# Task inputs
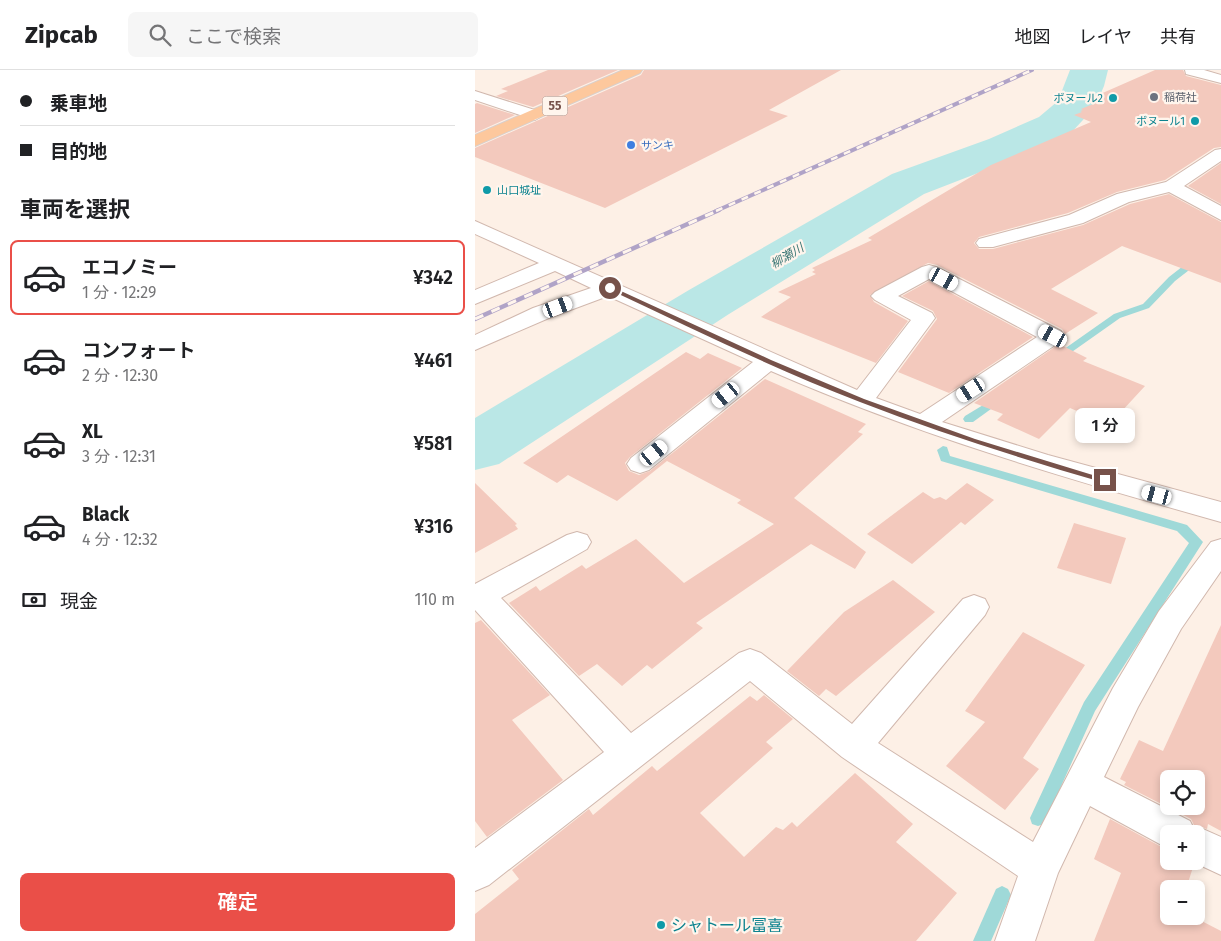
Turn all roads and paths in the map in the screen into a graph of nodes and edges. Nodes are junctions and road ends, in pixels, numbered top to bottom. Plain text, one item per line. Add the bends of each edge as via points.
1 (635, 70) edge
2 (1191, 71) edge
3 (1221, 79) edge
4 (475, 95) edge
5 (535, 115) junction
6 (475, 141) edge
7 (1221, 154) edge
8 (1172, 186) junction
9 (1221, 214) edge
10 (475, 227) edge
11 (985, 243) dead end
12 (556, 263) junction
13 (610, 288) junction
14 (475, 298) edge
15 (475, 343) edge
16 (769, 361) junction
17 (862, 400) junction
18 (923, 423) junction
19 (639, 464) dead end
20 (1221, 512) edge
21 (577, 542) dead end
22 (1221, 549) edge
23 (477, 597) edge
24 (974, 607) dead end
25 (854, 746) junction
26 (628, 754) junction
27 (1081, 783) junction
28 (1160, 825) edge
29 (1205, 849) edge
30 (1221, 857) edge
31 (1040, 868) junction
32 (475, 872) edge
33 (1015, 941) edge

1 - 5 main road, 55
2 - 3 street
4 - 5 street
5 - 6 main road, 55
7 - 8 street
8 - 9 street
8 - 11 street via 1123,198 1076,219
10 - 12 street
12 - 13 street
12 - 14 street
13 - 15 street
13 - 16 street
16 - 17 street
16 - 19 street
17 - 18 street
17 - 18 street via 923,318 883,296 929,271 1053,336
18 - 20 street via 1033,460
21 - 23 street
22 - 27 street via 1170,620
23 - 26 street
24 - 25 street
25 - 26 street via 750,662
25 - 31 street
26 - 32 street
27 - 28 street
27 - 31 street
29 - 30 street
31 - 33 street

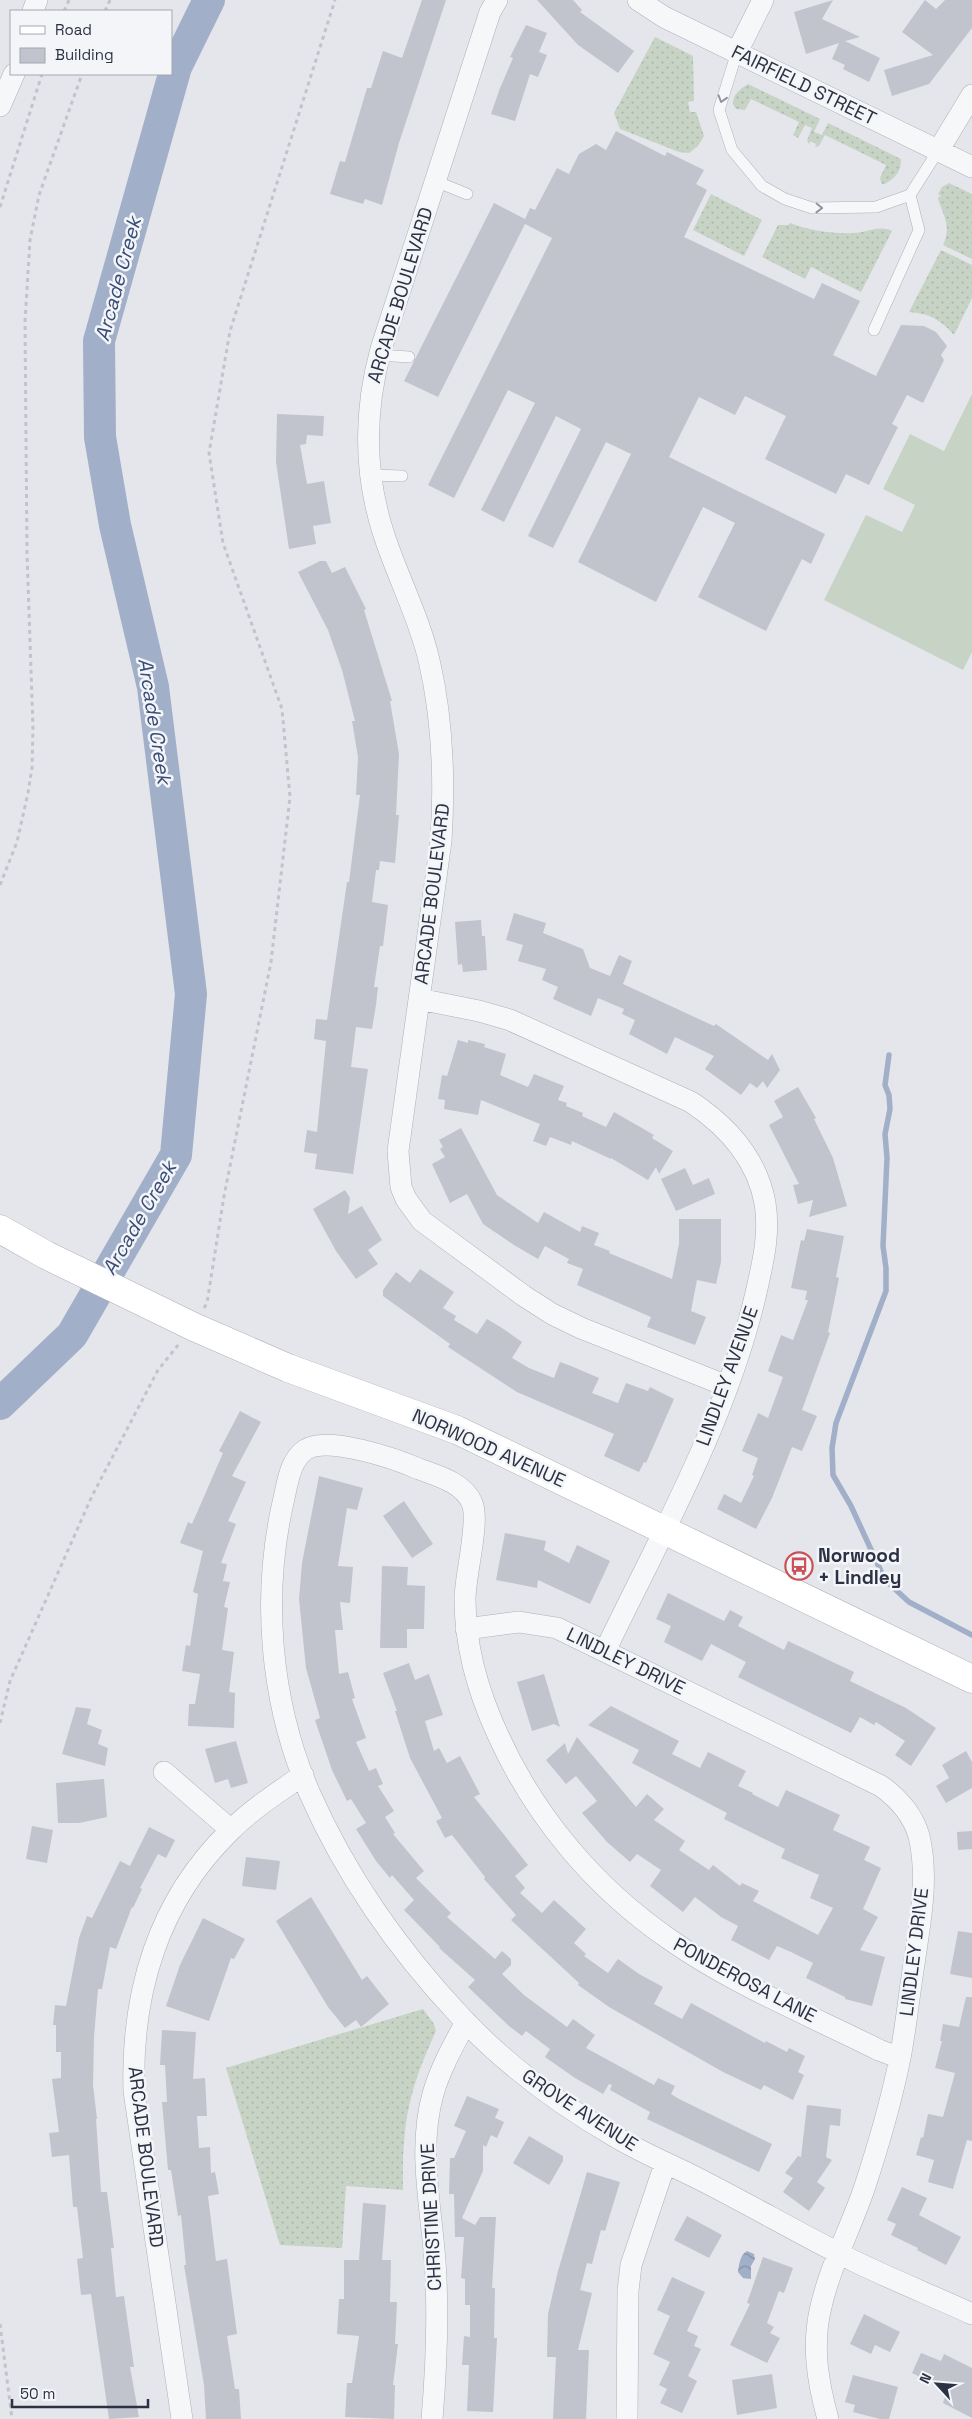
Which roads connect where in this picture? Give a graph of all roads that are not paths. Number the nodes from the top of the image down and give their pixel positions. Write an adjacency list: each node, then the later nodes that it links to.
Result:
1 (497, 0): 10 (street, ARCADE BOULEVARD)
2 (638, 0): 4 (street, FAIRFIELD STREET)
3 (763, 0): 4 (street)
4 (736, 52): 8 (street, FAIRFIELD STREET); 12 (lane, one-way to 12)
5 (11, 75): 7 (street)
6 (972, 95): 8 (street)
7 (0, 106)
8 (938, 151): 9 (street, FAIRFIELD STREET); 12 (lane)
9 (972, 167)
10 (435, 181): 11 (lane); 14 (street, ARCADE BOULEVARD)
11 (468, 194)
12 (910, 195): 13 (lane)
13 (874, 330)
14 (379, 355): 15 (lane); 16 (street, ARCADE BOULEVARD)
15 (410, 357)
16 (370, 475): 17 (lane); 18 (street, ARCADE BOULEVARD)
17 (402, 476)
18 (419, 999): 20 (street, ARCADE BOULEVARD); 20 (street, LINDLEY AVENUE)
19 (0, 1229): 21 (main road, NORWOOD AVENUE)
20 (727, 1386): 21 (street, LINDLEY AVENUE)
21 (664, 1529): 23 (street, LINDLEY AVENUE); 24 (main road, NORWOOD AVENUE)
22 (466, 1629): 23 (street, LINDLEY DRIVE); 26 (street, PONDEROSA LANE); 29 (street, PONDEROSA LANE)
23 (605, 1651): 29 (street, LINDLEY DRIVE)
24 (972, 1679)
25 (164, 1772): 27 (street)
26 (302, 1775): 27 (street, ARCADE BOULEVARD); 28 (street, GROVE AVENUE)
27 (231, 1830): 33 (street, ARCADE BOULEVARD)
28 (466, 2022): 30 (street, GROVE AVENUE); 34 (street, CHRISTINE DRIVE)
29 (900, 2058): 31 (street, LINDLEY DRIVE)
30 (665, 2164): 31 (street, GROVE AVENUE); 35 (street)
31 (839, 2253): 32 (street, GROVE AVENUE); 36 (street, LINDLEY DRIVE)
32 (972, 2314)
33 (182, 2419)
34 (432, 2419)
35 (627, 2419)
36 (828, 2419)

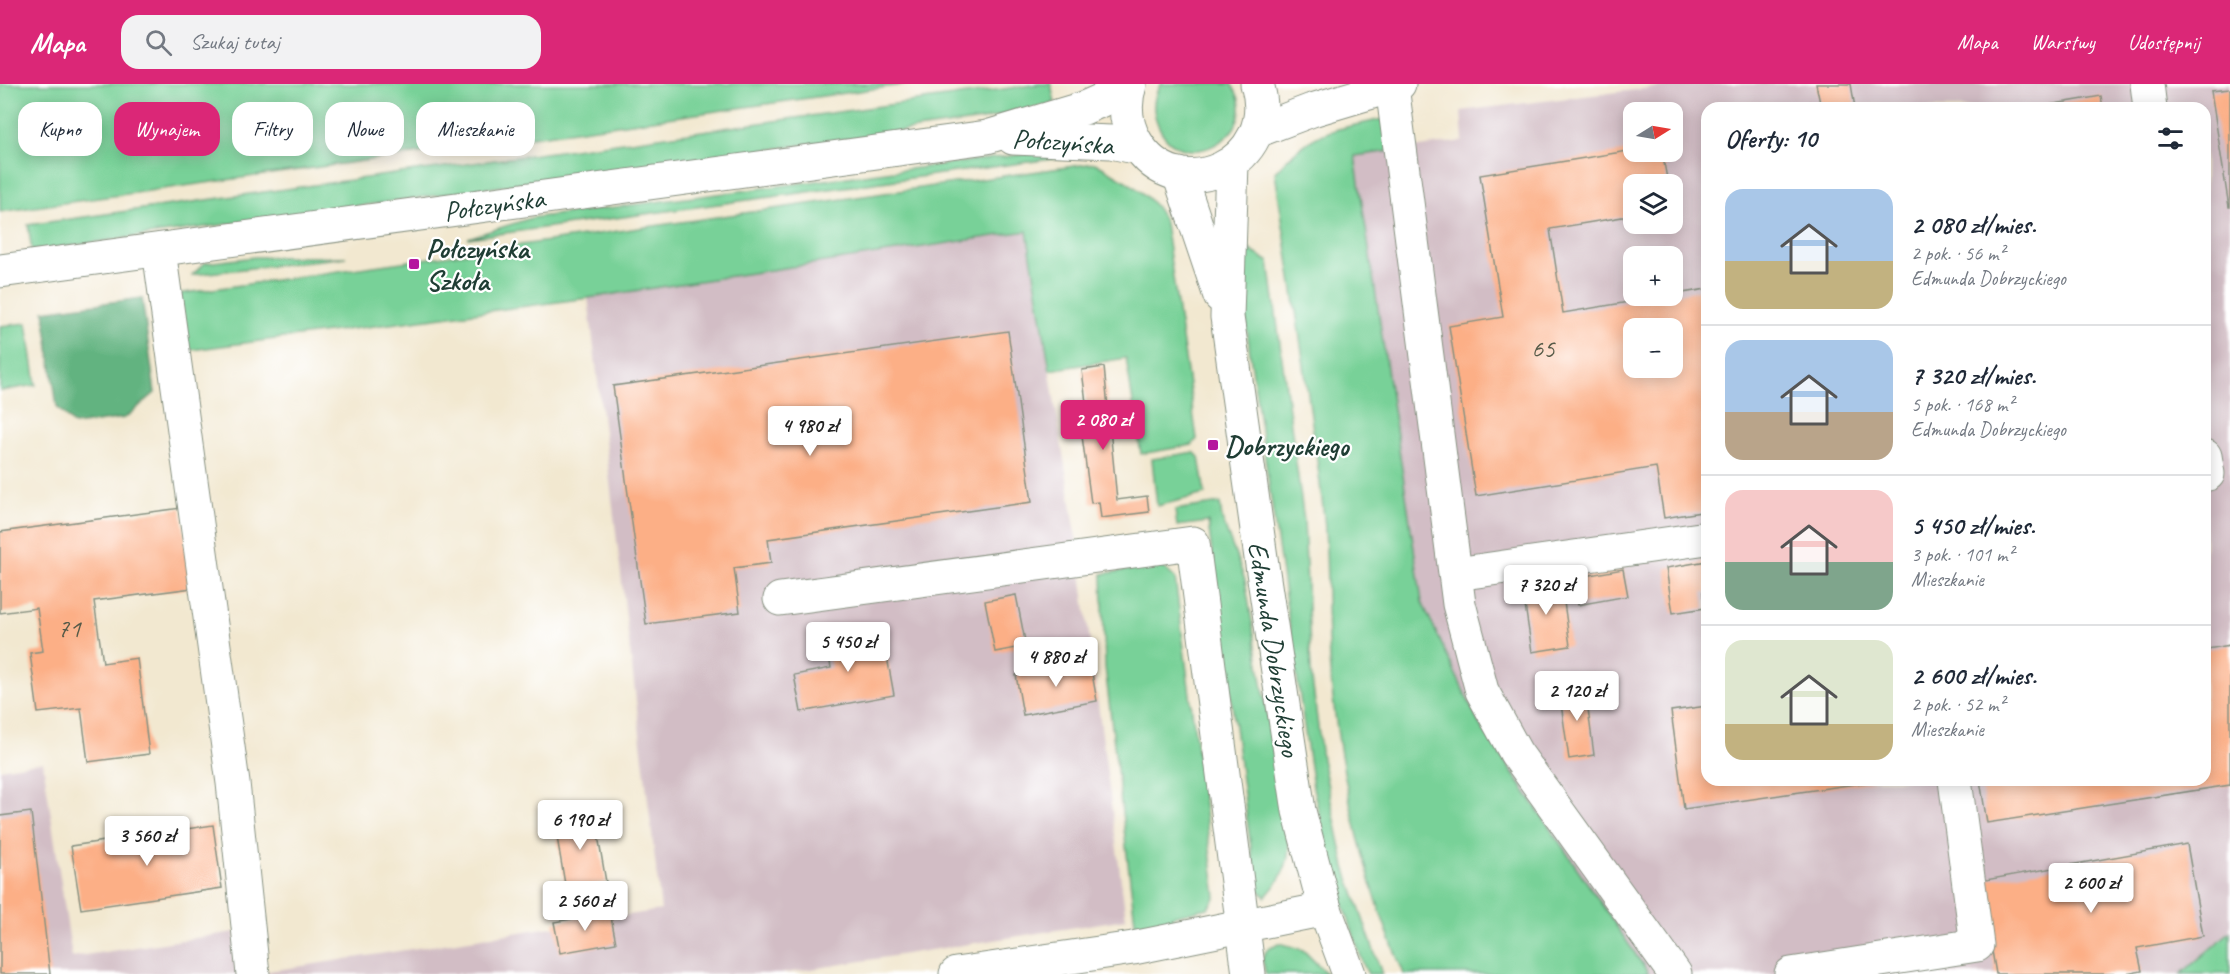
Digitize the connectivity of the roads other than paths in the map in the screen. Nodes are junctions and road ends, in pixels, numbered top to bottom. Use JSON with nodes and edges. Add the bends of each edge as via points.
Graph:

# About this task
Send back the listing exactly as it stands. Do not include the pictures.

# Task output
Turn all roads and paths in the map in the screen into a graph of nodes and edges. Nodes are junctions and road ends, in pixels, numbered top to bottom. Plain text, one item per line. Add the bends of each edge as via points.
1 (635, 70) edge
2 (1191, 71) edge
3 (1221, 79) edge
4 (475, 95) edge
5 (535, 115) junction
6 (475, 141) edge
7 (1221, 154) edge
8 (1172, 186) junction
9 (1221, 214) edge
10 (475, 227) edge
11 (985, 243) dead end
12 (556, 263) junction
13 (610, 288) junction
14 (475, 298) edge
15 (475, 343) edge
16 (769, 361) junction
17 (862, 400) junction
18 (923, 423) junction
19 (639, 464) dead end
20 (1221, 512) edge
21 (577, 542) dead end
22 (1221, 549) edge
23 (477, 597) edge
24 (974, 607) dead end
25 (854, 746) junction
26 (628, 754) junction
27 (1081, 783) junction
28 (1160, 825) edge
29 (1205, 849) edge
30 (1221, 857) edge
31 (1040, 868) junction
32 (475, 872) edge
33 (1015, 941) edge

1 - 5 main road, 55
2 - 3 street
4 - 5 street
5 - 6 main road, 55
7 - 8 street
8 - 9 street
8 - 11 street via 1123,198 1076,219
10 - 12 street
12 - 13 street
12 - 14 street
13 - 15 street
13 - 16 street
16 - 17 street
16 - 19 street
17 - 18 street
17 - 18 street via 923,318 883,296 929,271 1053,336
18 - 20 street via 1033,460
21 - 23 street
22 - 27 street via 1170,620
23 - 26 street
24 - 25 street
25 - 26 street via 750,662
25 - 31 street
26 - 32 street
27 - 28 street
27 - 31 street
29 - 30 street
31 - 33 street

Which roads connect where in this picture? Give a graph of all roads that are not paths. Number the nodes from the top of the image down and give their pixel positions. Write an adjacency list: each node, then the later nodes that it links to.
Result:
1 (497, 0): 10 (street, ARCADE BOULEVARD)
2 (638, 0): 4 (street, FAIRFIELD STREET)
3 (763, 0): 4 (street)
4 (736, 52): 8 (street, FAIRFIELD STREET); 12 (lane, one-way to 12)
5 (11, 75): 7 (street)
6 (972, 95): 8 (street)
7 (0, 106)
8 (938, 151): 9 (street, FAIRFIELD STREET); 12 (lane)
9 (972, 167)
10 (435, 181): 11 (lane); 14 (street, ARCADE BOULEVARD)
11 (468, 194)
12 (910, 195): 13 (lane)
13 (874, 330)
14 (379, 355): 15 (lane); 16 (street, ARCADE BOULEVARD)
15 (410, 357)
16 (370, 475): 17 (lane); 18 (street, ARCADE BOULEVARD)
17 (402, 476)
18 (419, 999): 20 (street, ARCADE BOULEVARD); 20 (street, LINDLEY AVENUE)
19 (0, 1229): 21 (main road, NORWOOD AVENUE)
20 (727, 1386): 21 (street, LINDLEY AVENUE)
21 (664, 1529): 23 (street, LINDLEY AVENUE); 24 (main road, NORWOOD AVENUE)
22 (466, 1629): 23 (street, LINDLEY DRIVE); 26 (street, PONDEROSA LANE); 29 (street, PONDEROSA LANE)
23 (605, 1651): 29 (street, LINDLEY DRIVE)
24 (972, 1679)
25 (164, 1772): 27 (street)
26 (302, 1775): 27 (street, ARCADE BOULEVARD); 28 (street, GROVE AVENUE)
27 (231, 1830): 33 (street, ARCADE BOULEVARD)
28 (466, 2022): 30 (street, GROVE AVENUE); 34 (street, CHRISTINE DRIVE)
29 (900, 2058): 31 (street, LINDLEY DRIVE)
30 (665, 2164): 31 (street, GROVE AVENUE); 35 (street)
31 (839, 2253): 32 (street, GROVE AVENUE); 36 (street, LINDLEY DRIVE)
32 (972, 2314)
33 (182, 2419)
34 (432, 2419)
35 (627, 2419)
36 (828, 2419)

Digitize the connectivity of the roads other than paths in the map in the screen. Nodes are junctions and road ends, in pixels, numbered top to bottom. Use JSON with nodes and edges. Add the bends of each edge as via points.
Graph:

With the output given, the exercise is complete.